** Opening Source information block **
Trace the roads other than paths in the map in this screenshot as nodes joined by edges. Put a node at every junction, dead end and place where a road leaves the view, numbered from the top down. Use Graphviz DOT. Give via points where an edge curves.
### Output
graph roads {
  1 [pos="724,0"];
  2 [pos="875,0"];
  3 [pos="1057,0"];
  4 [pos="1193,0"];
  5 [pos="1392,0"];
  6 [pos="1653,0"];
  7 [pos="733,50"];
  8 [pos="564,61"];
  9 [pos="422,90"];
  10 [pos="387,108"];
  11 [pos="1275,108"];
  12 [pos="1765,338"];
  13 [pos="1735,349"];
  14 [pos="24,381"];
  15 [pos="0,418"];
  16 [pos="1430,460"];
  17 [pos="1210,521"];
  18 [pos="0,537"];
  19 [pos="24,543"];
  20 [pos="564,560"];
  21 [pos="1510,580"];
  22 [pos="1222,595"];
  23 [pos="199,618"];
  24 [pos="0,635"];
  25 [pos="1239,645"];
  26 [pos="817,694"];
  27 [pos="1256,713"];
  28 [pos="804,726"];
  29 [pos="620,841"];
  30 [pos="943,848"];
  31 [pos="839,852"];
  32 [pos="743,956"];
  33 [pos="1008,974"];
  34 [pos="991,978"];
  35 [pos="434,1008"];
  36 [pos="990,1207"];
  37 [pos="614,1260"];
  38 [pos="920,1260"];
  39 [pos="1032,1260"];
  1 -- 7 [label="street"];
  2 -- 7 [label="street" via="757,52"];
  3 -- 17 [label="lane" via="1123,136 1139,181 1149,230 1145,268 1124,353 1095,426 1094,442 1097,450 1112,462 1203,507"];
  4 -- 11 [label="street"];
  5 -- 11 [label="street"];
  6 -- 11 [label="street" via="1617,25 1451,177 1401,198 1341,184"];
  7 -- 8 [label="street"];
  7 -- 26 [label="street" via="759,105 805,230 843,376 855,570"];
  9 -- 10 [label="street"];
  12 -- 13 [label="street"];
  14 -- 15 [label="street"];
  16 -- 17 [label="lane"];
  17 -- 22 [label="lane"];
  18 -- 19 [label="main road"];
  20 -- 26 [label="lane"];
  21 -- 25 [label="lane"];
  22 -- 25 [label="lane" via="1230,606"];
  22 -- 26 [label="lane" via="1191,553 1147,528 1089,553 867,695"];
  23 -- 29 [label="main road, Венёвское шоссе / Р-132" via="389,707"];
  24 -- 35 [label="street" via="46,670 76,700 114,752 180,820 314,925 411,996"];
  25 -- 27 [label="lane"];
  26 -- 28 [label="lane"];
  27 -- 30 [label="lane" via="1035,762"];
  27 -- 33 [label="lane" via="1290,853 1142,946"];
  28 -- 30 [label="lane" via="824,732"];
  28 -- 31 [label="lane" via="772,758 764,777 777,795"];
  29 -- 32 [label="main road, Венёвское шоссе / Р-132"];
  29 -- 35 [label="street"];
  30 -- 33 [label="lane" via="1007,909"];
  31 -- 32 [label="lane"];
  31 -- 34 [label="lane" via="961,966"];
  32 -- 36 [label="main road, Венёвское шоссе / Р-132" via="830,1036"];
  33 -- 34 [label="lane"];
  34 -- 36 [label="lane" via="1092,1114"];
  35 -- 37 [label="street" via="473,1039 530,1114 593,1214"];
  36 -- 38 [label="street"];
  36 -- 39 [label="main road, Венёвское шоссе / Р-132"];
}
** Closing Source information block **
→ What to produce: Once more, write out the records exactly as they are.

→ Written response:
Trace the roads other than paths in the map in this screenshot as nodes joined by edges. Put a node at every junction, dead end and place where a road leaves the view, numbered from the top down. Use Graphviz DOT. Give via points where an edge curves.
### Output
graph roads {
  1 [pos="724,0"];
  2 [pos="875,0"];
  3 [pos="1057,0"];
  4 [pos="1193,0"];
  5 [pos="1392,0"];
  6 [pos="1653,0"];
  7 [pos="733,50"];
  8 [pos="564,61"];
  9 [pos="422,90"];
  10 [pos="387,108"];
  11 [pos="1275,108"];
  12 [pos="1765,338"];
  13 [pos="1735,349"];
  14 [pos="24,381"];
  15 [pos="0,418"];
  16 [pos="1430,460"];
  17 [pos="1210,521"];
  18 [pos="0,537"];
  19 [pos="24,543"];
  20 [pos="564,560"];
  21 [pos="1510,580"];
  22 [pos="1222,595"];
  23 [pos="199,618"];
  24 [pos="0,635"];
  25 [pos="1239,645"];
  26 [pos="817,694"];
  27 [pos="1256,713"];
  28 [pos="804,726"];
  29 [pos="620,841"];
  30 [pos="943,848"];
  31 [pos="839,852"];
  32 [pos="743,956"];
  33 [pos="1008,974"];
  34 [pos="991,978"];
  35 [pos="434,1008"];
  36 [pos="990,1207"];
  37 [pos="614,1260"];
  38 [pos="920,1260"];
  39 [pos="1032,1260"];
  1 -- 7 [label="street"];
  2 -- 7 [label="street" via="757,52"];
  3 -- 17 [label="lane" via="1123,136 1139,181 1149,230 1145,268 1124,353 1095,426 1094,442 1097,450 1112,462 1203,507"];
  4 -- 11 [label="street"];
  5 -- 11 [label="street"];
  6 -- 11 [label="street" via="1617,25 1451,177 1401,198 1341,184"];
  7 -- 8 [label="street"];
  7 -- 26 [label="street" via="759,105 805,230 843,376 855,570"];
  9 -- 10 [label="street"];
  12 -- 13 [label="street"];
  14 -- 15 [label="street"];
  16 -- 17 [label="lane"];
  17 -- 22 [label="lane"];
  18 -- 19 [label="main road"];
  20 -- 26 [label="lane"];
  21 -- 25 [label="lane"];
  22 -- 25 [label="lane" via="1230,606"];
  22 -- 26 [label="lane" via="1191,553 1147,528 1089,553 867,695"];
  23 -- 29 [label="main road, Венёвское шоссе / Р-132" via="389,707"];
  24 -- 35 [label="street" via="46,670 76,700 114,752 180,820 314,925 411,996"];
  25 -- 27 [label="lane"];
  26 -- 28 [label="lane"];
  27 -- 30 [label="lane" via="1035,762"];
  27 -- 33 [label="lane" via="1290,853 1142,946"];
  28 -- 30 [label="lane" via="824,732"];
  28 -- 31 [label="lane" via="772,758 764,777 777,795"];
  29 -- 32 [label="main road, Венёвское шоссе / Р-132"];
  29 -- 35 [label="street"];
  30 -- 33 [label="lane" via="1007,909"];
  31 -- 32 [label="lane"];
  31 -- 34 [label="lane" via="961,966"];
  32 -- 36 [label="main road, Венёвское шоссе / Р-132" via="830,1036"];
  33 -- 34 [label="lane"];
  34 -- 36 [label="lane" via="1092,1114"];
  35 -- 37 [label="street" via="473,1039 530,1114 593,1214"];
  36 -- 38 [label="street"];
  36 -- 39 [label="main road, Венёвское шоссе / Р-132"];
}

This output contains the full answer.